My twins love hugs, which is great, because their mother is a touchy-feely, in-your-face Jewess with no sense of personal boundaries. From the day my son and daughter were born, I was all up in their grill, and now that they are 6, I still hug and kiss them on the regular. For me, our physical closeness is a natural expression of the warm relationship we share. I know it’s not like that for everyone; I’m sure there are plenty of non-demonstrative parents who no doubt love their kids. I’m sure it’s possible to love your kids without constantly squeezing and tickling them — I just don’t know how to do it.

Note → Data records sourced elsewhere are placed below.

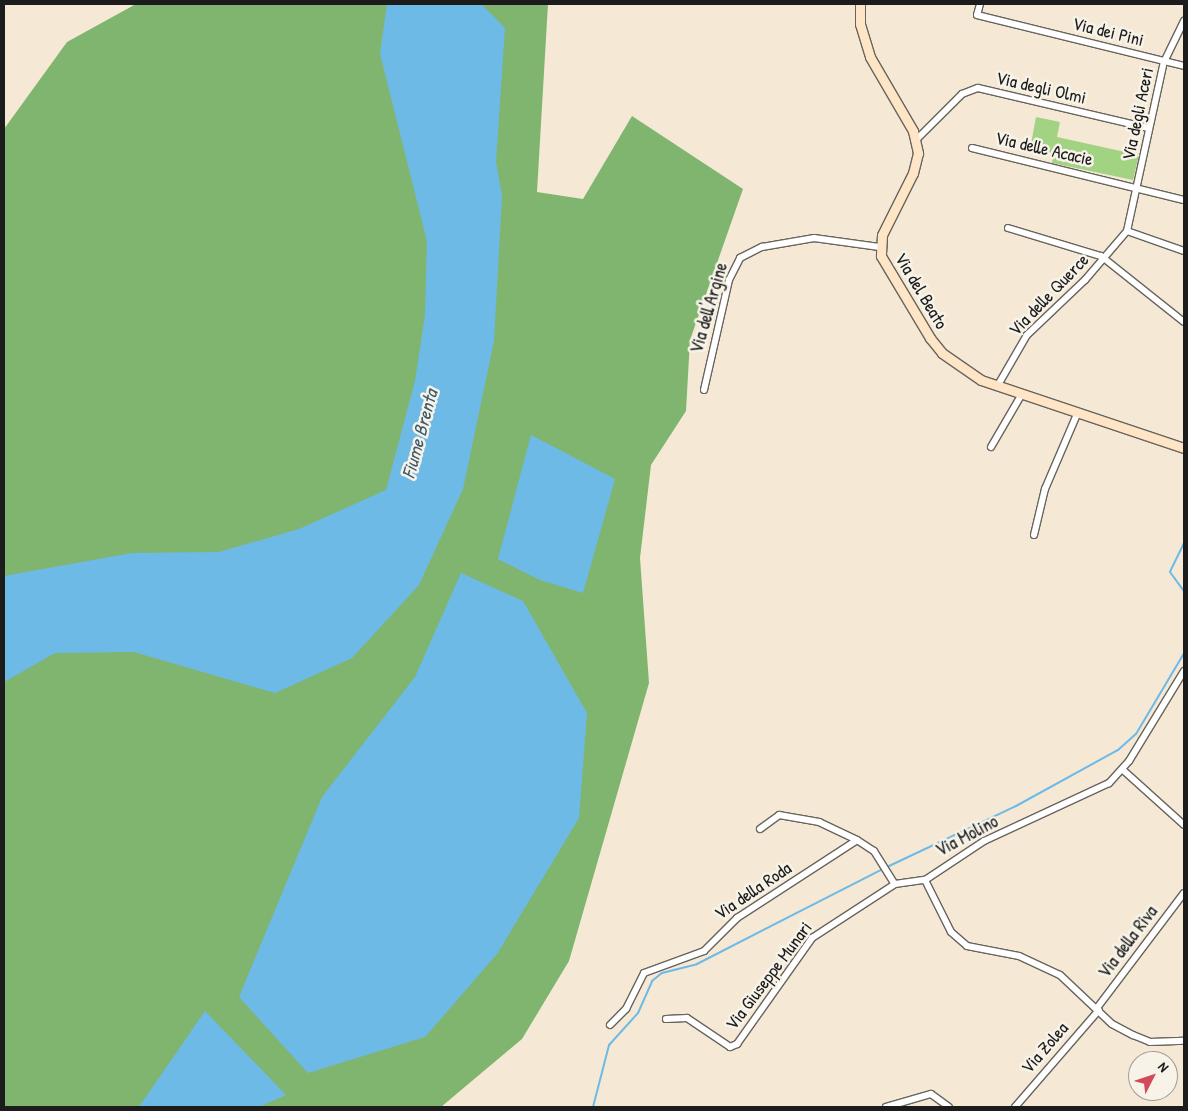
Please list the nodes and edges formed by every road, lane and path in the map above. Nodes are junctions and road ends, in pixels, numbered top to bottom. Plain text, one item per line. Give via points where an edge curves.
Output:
1 (860, 4) edge
2 (980, 4) edge
3 (1184, 22) edge
4 (1164, 62) junction
5 (1184, 66) edge
6 (1148, 128) junction
7 (916, 140) junction
8 (972, 148) dead end
9 (1138, 187) junction
10 (1184, 200) edge
11 (1008, 228) dead end
12 (1127, 230) junction
13 (879, 247) junction
14 (1184, 251) edge
15 (1104, 259) junction
16 (1184, 322) edge
17 (998, 386) junction
18 (704, 390) dead end
19 (1022, 394) junction
20 (1078, 412) junction
21 (991, 447) dead end
22 (1184, 448) edge
23 (1034, 535) dead end
24 (1184, 671) edge
25 (1122, 770) junction
26 (1184, 825) edge
27 (760, 829) dead end
28 (857, 840) junction
29 (924, 880) junction
30 (895, 884) junction
31 (1184, 893) edge
32 (1098, 1009) junction
33 (666, 1019) dead end
34 (610, 1025) dead end
35 (1184, 1041) edge
36 (886, 1107) edge
37 (949, 1107) edge
38 (1015, 1107) edge

1 - 7 street via 860,24 874,65
2 - 4 street, Via dei Pini via 977,15
3 - 4 street, Via degli Aceri
4 - 5 street, Via dei Pini
4 - 6 street, Via degli Aceri
6 - 7 street, Via degli Olmi via 978,88 962,94
6 - 9 street, Via degli Aceri
7 - 13 street, Via del Beato via 913,174
8 - 9 street, Via delle Acacie
9 - 10 street, Via degli Aceri
9 - 12 street, Via degli Aceri
11 - 15 street
12 - 14 street
12 - 15 street, Via delle Querce
13 - 17 street, Via del Beato via 886,268 942,353 981,380
13 - 18 street, Via dell'Argine via 814,238 762,247 740,258 729,280
15 - 16 street
15 - 17 street, Via delle Querce via 1027,335
17 - 19 street, Via del Beato
19 - 20 street, Via del Beato
19 - 21 street
20 - 22 street, Via del Beato
20 - 23 street via 1051,473
24 - 25 street, Via Molino
25 - 26 street
25 - 29 street, Via Molino via 1108,783 970,849
27 - 28 street via 779,815 818,822
28 - 30 street via 882,864
28 - 34 street, Via della Roda via 736,918 704,951 644,974 626,1009
29 - 30 street
29 - 32 street, Via Molino via 951,932 967,946 1004,951 1039,964 1060,975
30 - 33 street, Via Giuseppe Munari via 812,938 737,1044 730,1047 687,1018
31 - 32 street, Via della Riva
32 - 35 street, Via Molino via 1112,1024 1150,1042
32 - 38 street, Via Zolea
36 - 37 street via 931,1094

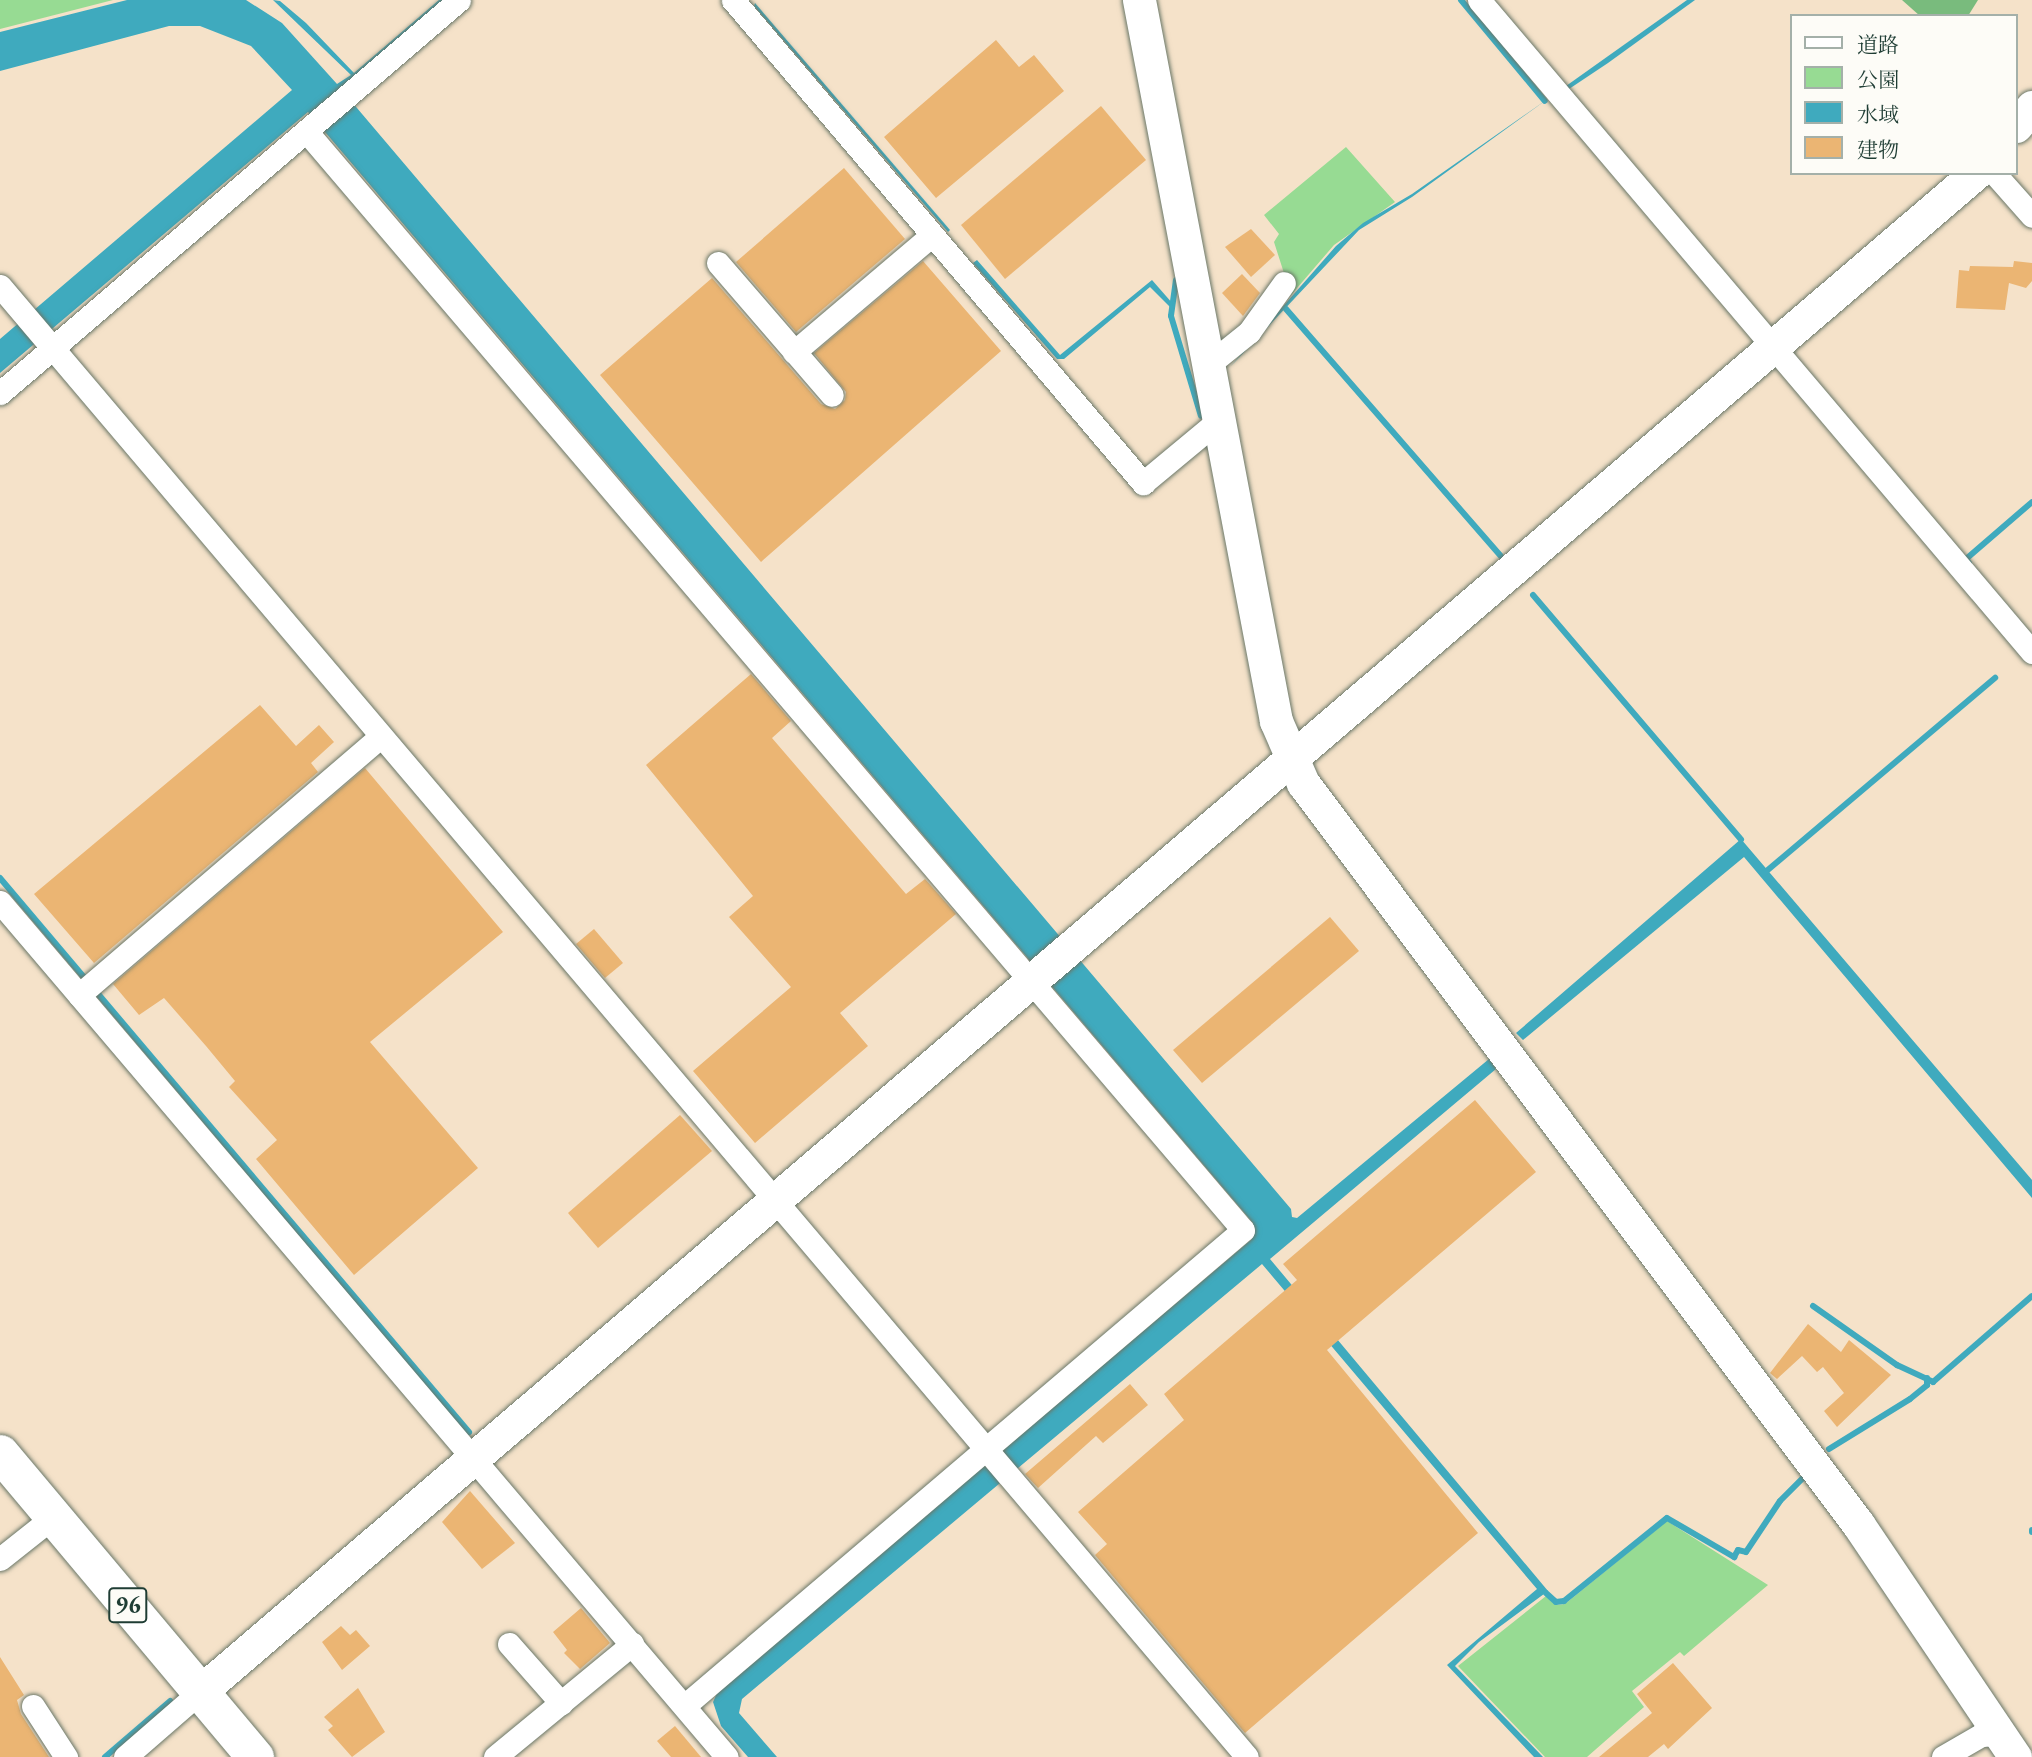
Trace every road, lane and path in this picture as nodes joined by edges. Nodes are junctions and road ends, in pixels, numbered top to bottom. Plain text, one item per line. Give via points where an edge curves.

For my daughter, big hugs are a truly essential part of life; she has autism and craves the sensory input of firm pressure. My son is also a hugger, and hugs are integral to the social connection he shares with friends. When we used to live in Brooklyn, we’d run into a friend of his on the street, and they’d run up to each other and embrace (and possibly pretend to act like cats for some reason). From an early age, physical touch has been a part of his social currency.
His wonderful teacher spoke to me about the issue of personal space, confiding that she too considers herself a hugger. But the kids didn’t know what to make of my son’s hands-on approach to friendship. As a stopgap, his teacher told him to imagine a giant Hula-Hoop of personal space surrounding his body and the bodies of his friends. Whenever he needed a reminder to back off, she’d simply say, “Hula-Hoop.”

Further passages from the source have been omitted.